DATA SHOWN: Begin

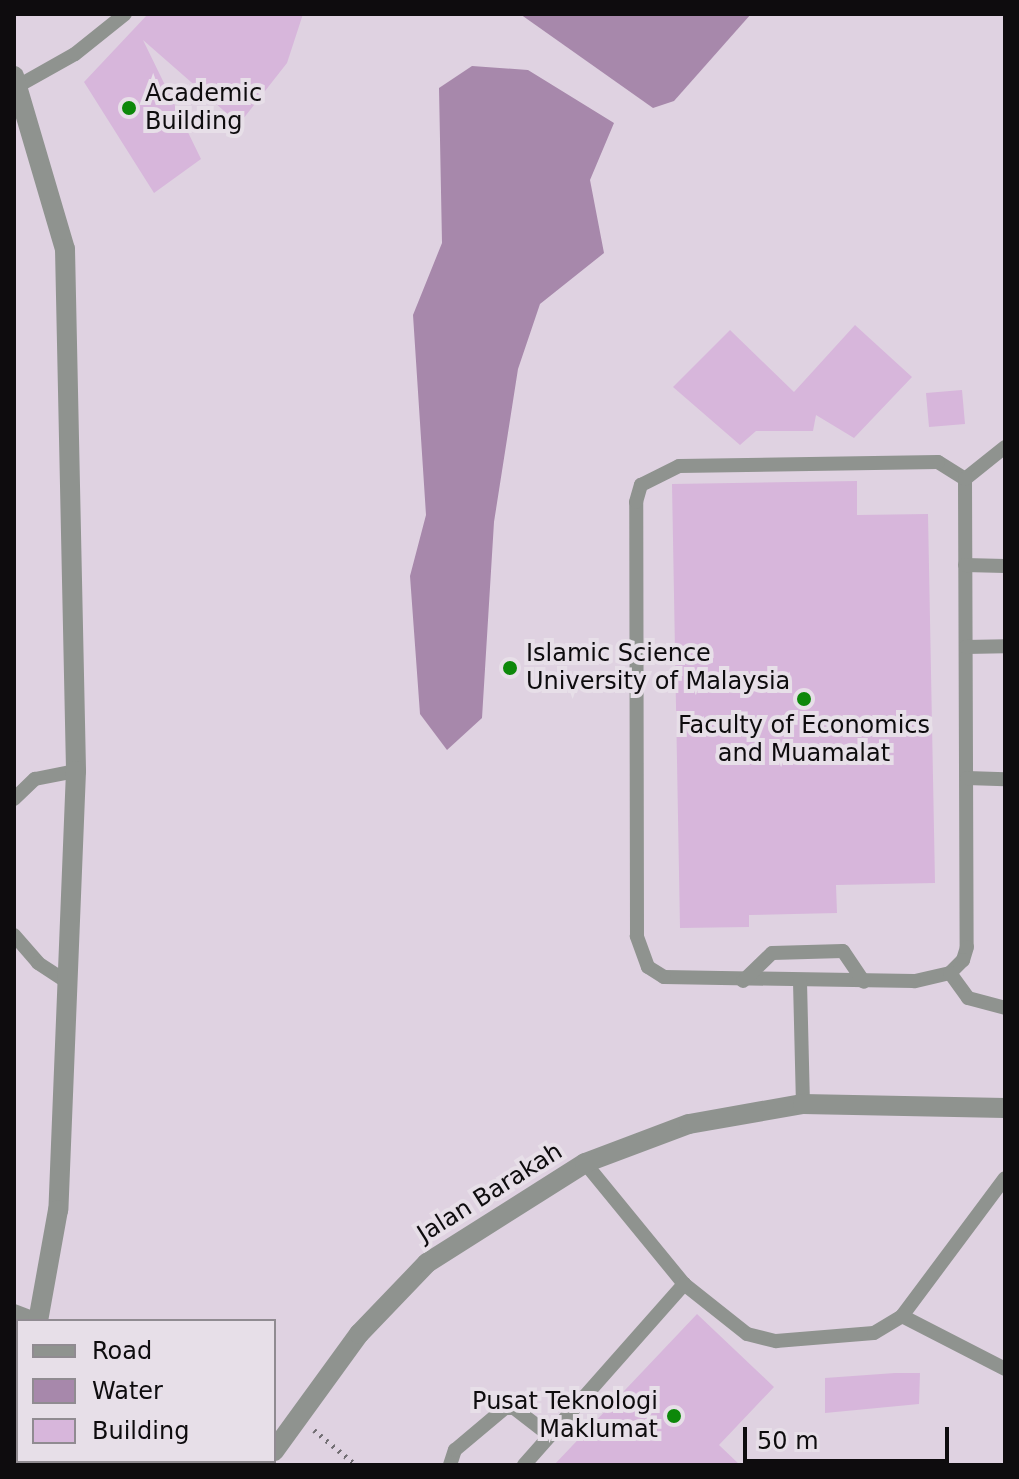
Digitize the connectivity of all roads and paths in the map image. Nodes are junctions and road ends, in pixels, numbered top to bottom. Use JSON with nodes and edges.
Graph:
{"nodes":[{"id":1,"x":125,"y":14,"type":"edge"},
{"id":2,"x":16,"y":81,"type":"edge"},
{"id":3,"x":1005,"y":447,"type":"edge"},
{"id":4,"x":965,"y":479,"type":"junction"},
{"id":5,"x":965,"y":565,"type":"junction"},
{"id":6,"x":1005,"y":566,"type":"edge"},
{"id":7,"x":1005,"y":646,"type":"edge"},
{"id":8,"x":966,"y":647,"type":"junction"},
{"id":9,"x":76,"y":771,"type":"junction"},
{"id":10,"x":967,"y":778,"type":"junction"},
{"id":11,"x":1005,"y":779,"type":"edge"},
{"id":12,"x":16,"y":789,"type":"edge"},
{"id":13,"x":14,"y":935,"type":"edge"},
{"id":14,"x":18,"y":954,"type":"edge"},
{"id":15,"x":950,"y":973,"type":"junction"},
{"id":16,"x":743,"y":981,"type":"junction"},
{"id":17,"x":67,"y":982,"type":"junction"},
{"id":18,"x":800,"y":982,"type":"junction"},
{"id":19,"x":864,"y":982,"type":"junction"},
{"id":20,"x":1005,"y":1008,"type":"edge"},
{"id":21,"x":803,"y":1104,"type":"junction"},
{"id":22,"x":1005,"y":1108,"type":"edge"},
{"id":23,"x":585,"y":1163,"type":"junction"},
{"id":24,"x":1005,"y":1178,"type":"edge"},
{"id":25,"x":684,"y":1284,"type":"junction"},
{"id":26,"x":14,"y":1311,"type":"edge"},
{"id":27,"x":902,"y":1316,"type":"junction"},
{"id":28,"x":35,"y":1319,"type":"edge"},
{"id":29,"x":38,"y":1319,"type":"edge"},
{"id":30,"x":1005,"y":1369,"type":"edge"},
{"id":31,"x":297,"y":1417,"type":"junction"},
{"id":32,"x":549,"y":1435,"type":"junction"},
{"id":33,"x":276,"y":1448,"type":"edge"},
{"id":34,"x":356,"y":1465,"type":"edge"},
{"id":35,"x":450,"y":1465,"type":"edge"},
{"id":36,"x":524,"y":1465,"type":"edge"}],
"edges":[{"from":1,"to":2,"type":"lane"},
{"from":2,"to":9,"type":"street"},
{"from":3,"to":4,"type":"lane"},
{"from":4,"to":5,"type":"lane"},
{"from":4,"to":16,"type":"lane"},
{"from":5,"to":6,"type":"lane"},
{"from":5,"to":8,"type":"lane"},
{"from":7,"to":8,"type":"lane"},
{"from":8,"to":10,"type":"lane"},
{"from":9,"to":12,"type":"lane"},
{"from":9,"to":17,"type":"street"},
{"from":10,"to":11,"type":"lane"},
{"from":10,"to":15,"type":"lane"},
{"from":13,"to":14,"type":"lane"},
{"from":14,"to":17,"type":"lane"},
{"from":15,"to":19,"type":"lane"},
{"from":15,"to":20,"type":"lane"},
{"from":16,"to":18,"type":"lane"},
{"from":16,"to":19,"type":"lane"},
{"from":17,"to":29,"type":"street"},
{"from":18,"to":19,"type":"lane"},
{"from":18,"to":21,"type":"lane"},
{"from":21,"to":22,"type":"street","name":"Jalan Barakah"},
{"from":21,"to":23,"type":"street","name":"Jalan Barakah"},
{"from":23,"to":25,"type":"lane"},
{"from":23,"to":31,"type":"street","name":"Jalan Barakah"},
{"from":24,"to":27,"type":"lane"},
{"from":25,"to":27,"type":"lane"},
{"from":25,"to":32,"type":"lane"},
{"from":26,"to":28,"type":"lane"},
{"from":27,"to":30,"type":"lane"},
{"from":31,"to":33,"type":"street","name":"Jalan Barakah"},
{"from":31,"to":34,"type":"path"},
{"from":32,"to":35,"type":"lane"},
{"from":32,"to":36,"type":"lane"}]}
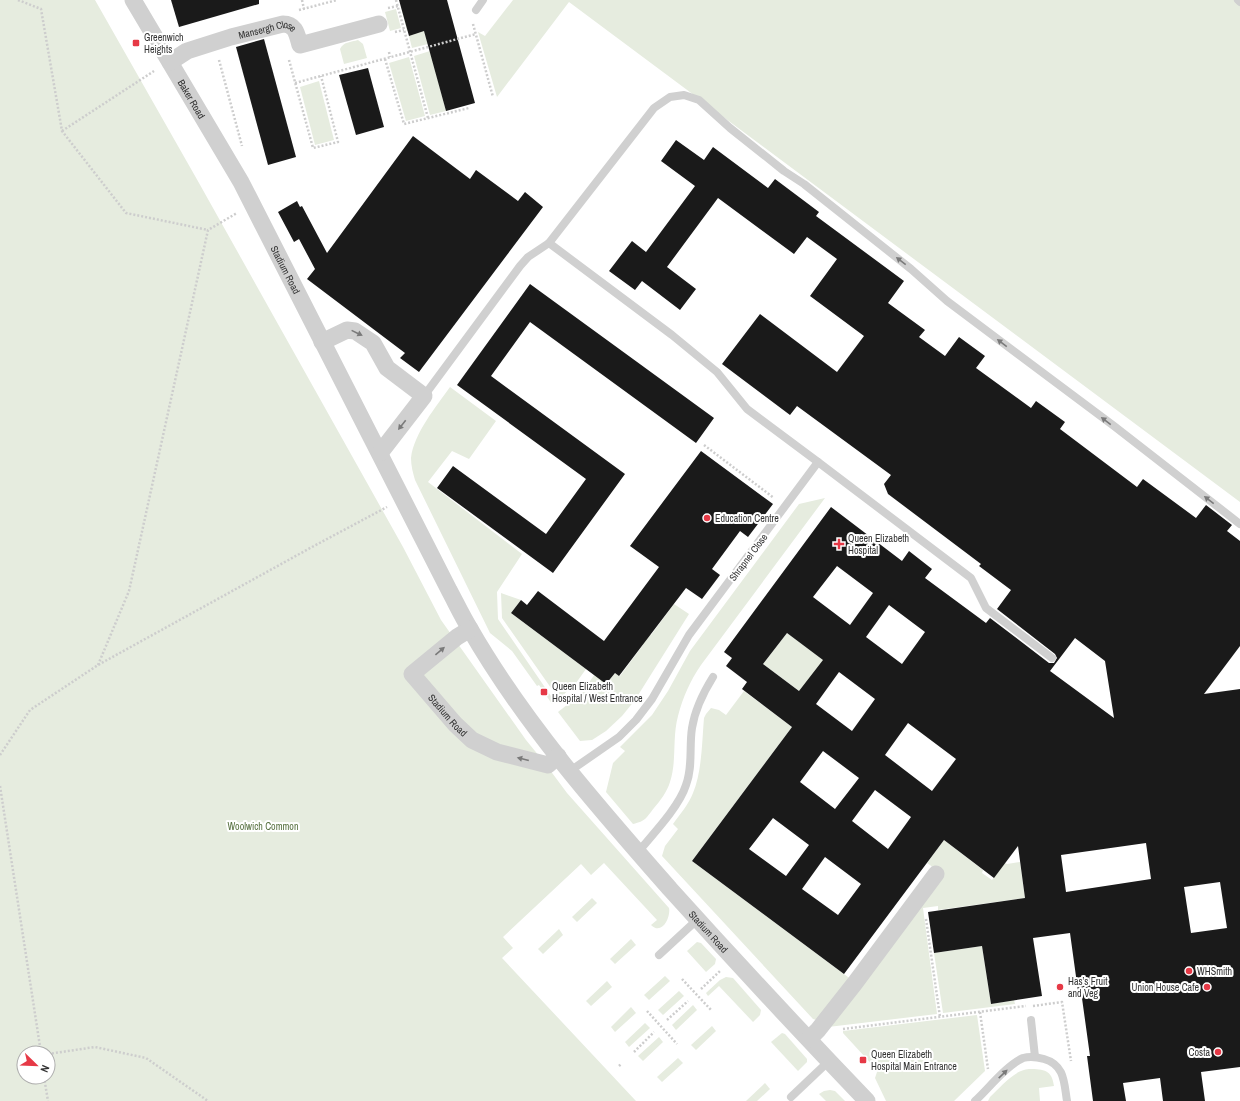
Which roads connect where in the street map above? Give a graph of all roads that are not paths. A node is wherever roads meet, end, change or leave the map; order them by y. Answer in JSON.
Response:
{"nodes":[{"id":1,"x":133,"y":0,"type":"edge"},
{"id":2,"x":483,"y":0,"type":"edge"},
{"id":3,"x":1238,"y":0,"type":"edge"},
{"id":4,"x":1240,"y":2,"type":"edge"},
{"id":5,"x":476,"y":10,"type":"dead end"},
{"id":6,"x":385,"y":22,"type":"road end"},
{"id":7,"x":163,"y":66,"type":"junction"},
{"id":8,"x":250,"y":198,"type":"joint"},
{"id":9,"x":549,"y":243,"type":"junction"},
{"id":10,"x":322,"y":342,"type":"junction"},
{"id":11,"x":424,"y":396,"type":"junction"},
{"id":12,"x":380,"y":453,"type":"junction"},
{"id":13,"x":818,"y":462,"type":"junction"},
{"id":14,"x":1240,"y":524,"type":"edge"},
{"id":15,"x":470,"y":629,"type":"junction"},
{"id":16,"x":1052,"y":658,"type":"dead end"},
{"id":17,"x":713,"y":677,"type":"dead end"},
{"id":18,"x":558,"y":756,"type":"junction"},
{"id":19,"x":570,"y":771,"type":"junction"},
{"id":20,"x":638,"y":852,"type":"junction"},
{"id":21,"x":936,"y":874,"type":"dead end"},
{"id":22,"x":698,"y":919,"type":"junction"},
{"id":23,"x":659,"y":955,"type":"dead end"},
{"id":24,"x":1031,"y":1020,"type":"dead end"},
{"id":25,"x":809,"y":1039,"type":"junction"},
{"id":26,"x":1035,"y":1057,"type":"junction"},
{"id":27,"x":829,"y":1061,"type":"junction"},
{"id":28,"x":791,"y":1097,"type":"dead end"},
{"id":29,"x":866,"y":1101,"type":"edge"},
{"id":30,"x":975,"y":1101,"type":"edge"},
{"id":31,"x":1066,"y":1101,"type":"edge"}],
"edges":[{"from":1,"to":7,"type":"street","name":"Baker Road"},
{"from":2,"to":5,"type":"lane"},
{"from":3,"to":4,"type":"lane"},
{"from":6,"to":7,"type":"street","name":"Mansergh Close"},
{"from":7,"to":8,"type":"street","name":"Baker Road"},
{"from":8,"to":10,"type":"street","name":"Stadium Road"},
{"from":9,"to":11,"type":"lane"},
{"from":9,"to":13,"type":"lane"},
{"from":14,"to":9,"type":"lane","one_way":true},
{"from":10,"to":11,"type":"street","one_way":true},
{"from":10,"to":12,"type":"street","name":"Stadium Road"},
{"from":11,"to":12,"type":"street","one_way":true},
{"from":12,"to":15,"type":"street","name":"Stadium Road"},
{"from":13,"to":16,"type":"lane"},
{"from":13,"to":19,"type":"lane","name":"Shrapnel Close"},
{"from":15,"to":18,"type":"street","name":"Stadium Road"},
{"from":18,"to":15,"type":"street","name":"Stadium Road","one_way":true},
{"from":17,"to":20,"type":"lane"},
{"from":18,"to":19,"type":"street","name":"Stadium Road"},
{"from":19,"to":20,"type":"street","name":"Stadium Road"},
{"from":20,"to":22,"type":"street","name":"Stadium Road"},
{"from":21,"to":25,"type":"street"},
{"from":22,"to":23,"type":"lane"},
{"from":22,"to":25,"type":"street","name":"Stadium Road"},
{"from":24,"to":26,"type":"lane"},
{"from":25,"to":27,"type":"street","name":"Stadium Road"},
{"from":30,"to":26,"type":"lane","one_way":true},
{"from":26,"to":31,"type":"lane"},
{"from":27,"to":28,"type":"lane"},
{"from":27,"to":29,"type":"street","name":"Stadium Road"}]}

DATA SHOWN: End

> **ASSIGNMENT**
All entries above should be printed exactly, though without their pictures.

> **THE COMPLETED TASK**
Digitize the connectivity of all roads and paths in the map image. Nodes are junctions and road ends, in pixels, numbered top to bottom. Use JSON with nodes and edges.
Graph:
{"nodes":[{"id":1,"x":125,"y":14,"type":"edge"},
{"id":2,"x":16,"y":81,"type":"edge"},
{"id":3,"x":1005,"y":447,"type":"edge"},
{"id":4,"x":965,"y":479,"type":"junction"},
{"id":5,"x":965,"y":565,"type":"junction"},
{"id":6,"x":1005,"y":566,"type":"edge"},
{"id":7,"x":1005,"y":646,"type":"edge"},
{"id":8,"x":966,"y":647,"type":"junction"},
{"id":9,"x":76,"y":771,"type":"junction"},
{"id":10,"x":967,"y":778,"type":"junction"},
{"id":11,"x":1005,"y":779,"type":"edge"},
{"id":12,"x":16,"y":789,"type":"edge"},
{"id":13,"x":14,"y":935,"type":"edge"},
{"id":14,"x":18,"y":954,"type":"edge"},
{"id":15,"x":950,"y":973,"type":"junction"},
{"id":16,"x":743,"y":981,"type":"junction"},
{"id":17,"x":67,"y":982,"type":"junction"},
{"id":18,"x":800,"y":982,"type":"junction"},
{"id":19,"x":864,"y":982,"type":"junction"},
{"id":20,"x":1005,"y":1008,"type":"edge"},
{"id":21,"x":803,"y":1104,"type":"junction"},
{"id":22,"x":1005,"y":1108,"type":"edge"},
{"id":23,"x":585,"y":1163,"type":"junction"},
{"id":24,"x":1005,"y":1178,"type":"edge"},
{"id":25,"x":684,"y":1284,"type":"junction"},
{"id":26,"x":14,"y":1311,"type":"edge"},
{"id":27,"x":902,"y":1316,"type":"junction"},
{"id":28,"x":35,"y":1319,"type":"edge"},
{"id":29,"x":38,"y":1319,"type":"edge"},
{"id":30,"x":1005,"y":1369,"type":"edge"},
{"id":31,"x":297,"y":1417,"type":"junction"},
{"id":32,"x":549,"y":1435,"type":"junction"},
{"id":33,"x":276,"y":1448,"type":"edge"},
{"id":34,"x":356,"y":1465,"type":"edge"},
{"id":35,"x":450,"y":1465,"type":"edge"},
{"id":36,"x":524,"y":1465,"type":"edge"}],
"edges":[{"from":1,"to":2,"type":"lane"},
{"from":2,"to":9,"type":"street"},
{"from":3,"to":4,"type":"lane"},
{"from":4,"to":5,"type":"lane"},
{"from":4,"to":16,"type":"lane"},
{"from":5,"to":6,"type":"lane"},
{"from":5,"to":8,"type":"lane"},
{"from":7,"to":8,"type":"lane"},
{"from":8,"to":10,"type":"lane"},
{"from":9,"to":12,"type":"lane"},
{"from":9,"to":17,"type":"street"},
{"from":10,"to":11,"type":"lane"},
{"from":10,"to":15,"type":"lane"},
{"from":13,"to":14,"type":"lane"},
{"from":14,"to":17,"type":"lane"},
{"from":15,"to":19,"type":"lane"},
{"from":15,"to":20,"type":"lane"},
{"from":16,"to":18,"type":"lane"},
{"from":16,"to":19,"type":"lane"},
{"from":17,"to":29,"type":"street"},
{"from":18,"to":19,"type":"lane"},
{"from":18,"to":21,"type":"lane"},
{"from":21,"to":22,"type":"street","name":"Jalan Barakah"},
{"from":21,"to":23,"type":"street","name":"Jalan Barakah"},
{"from":23,"to":25,"type":"lane"},
{"from":23,"to":31,"type":"street","name":"Jalan Barakah"},
{"from":24,"to":27,"type":"lane"},
{"from":25,"to":27,"type":"lane"},
{"from":25,"to":32,"type":"lane"},
{"from":26,"to":28,"type":"lane"},
{"from":27,"to":30,"type":"lane"},
{"from":31,"to":33,"type":"street","name":"Jalan Barakah"},
{"from":31,"to":34,"type":"path"},
{"from":32,"to":35,"type":"lane"},
{"from":32,"to":36,"type":"lane"}]}
Which roads connect where in the street map above? Give a graph of all roads that are not paths. A node is wherever roads meet, end, change or leave the map; order them by y. Answer in JSON.
Response:
{"nodes":[{"id":1,"x":133,"y":0,"type":"edge"},
{"id":2,"x":483,"y":0,"type":"edge"},
{"id":3,"x":1238,"y":0,"type":"edge"},
{"id":4,"x":1240,"y":2,"type":"edge"},
{"id":5,"x":476,"y":10,"type":"dead end"},
{"id":6,"x":385,"y":22,"type":"road end"},
{"id":7,"x":163,"y":66,"type":"junction"},
{"id":8,"x":250,"y":198,"type":"joint"},
{"id":9,"x":549,"y":243,"type":"junction"},
{"id":10,"x":322,"y":342,"type":"junction"},
{"id":11,"x":424,"y":396,"type":"junction"},
{"id":12,"x":380,"y":453,"type":"junction"},
{"id":13,"x":818,"y":462,"type":"junction"},
{"id":14,"x":1240,"y":524,"type":"edge"},
{"id":15,"x":470,"y":629,"type":"junction"},
{"id":16,"x":1052,"y":658,"type":"dead end"},
{"id":17,"x":713,"y":677,"type":"dead end"},
{"id":18,"x":558,"y":756,"type":"junction"},
{"id":19,"x":570,"y":771,"type":"junction"},
{"id":20,"x":638,"y":852,"type":"junction"},
{"id":21,"x":936,"y":874,"type":"dead end"},
{"id":22,"x":698,"y":919,"type":"junction"},
{"id":23,"x":659,"y":955,"type":"dead end"},
{"id":24,"x":1031,"y":1020,"type":"dead end"},
{"id":25,"x":809,"y":1039,"type":"junction"},
{"id":26,"x":1035,"y":1057,"type":"junction"},
{"id":27,"x":829,"y":1061,"type":"junction"},
{"id":28,"x":791,"y":1097,"type":"dead end"},
{"id":29,"x":866,"y":1101,"type":"edge"},
{"id":30,"x":975,"y":1101,"type":"edge"},
{"id":31,"x":1066,"y":1101,"type":"edge"}],
"edges":[{"from":1,"to":7,"type":"street","name":"Baker Road"},
{"from":2,"to":5,"type":"lane"},
{"from":3,"to":4,"type":"lane"},
{"from":6,"to":7,"type":"street","name":"Mansergh Close"},
{"from":7,"to":8,"type":"street","name":"Baker Road"},
{"from":8,"to":10,"type":"street","name":"Stadium Road"},
{"from":9,"to":11,"type":"lane"},
{"from":9,"to":13,"type":"lane"},
{"from":14,"to":9,"type":"lane","one_way":true},
{"from":10,"to":11,"type":"street","one_way":true},
{"from":10,"to":12,"type":"street","name":"Stadium Road"},
{"from":11,"to":12,"type":"street","one_way":true},
{"from":12,"to":15,"type":"street","name":"Stadium Road"},
{"from":13,"to":16,"type":"lane"},
{"from":13,"to":19,"type":"lane","name":"Shrapnel Close"},
{"from":15,"to":18,"type":"street","name":"Stadium Road"},
{"from":18,"to":15,"type":"street","name":"Stadium Road","one_way":true},
{"from":17,"to":20,"type":"lane"},
{"from":18,"to":19,"type":"street","name":"Stadium Road"},
{"from":19,"to":20,"type":"street","name":"Stadium Road"},
{"from":20,"to":22,"type":"street","name":"Stadium Road"},
{"from":21,"to":25,"type":"street"},
{"from":22,"to":23,"type":"lane"},
{"from":22,"to":25,"type":"street","name":"Stadium Road"},
{"from":24,"to":26,"type":"lane"},
{"from":25,"to":27,"type":"street","name":"Stadium Road"},
{"from":30,"to":26,"type":"lane","one_way":true},
{"from":26,"to":31,"type":"lane"},
{"from":27,"to":28,"type":"lane"},
{"from":27,"to":29,"type":"street","name":"Stadium Road"}]}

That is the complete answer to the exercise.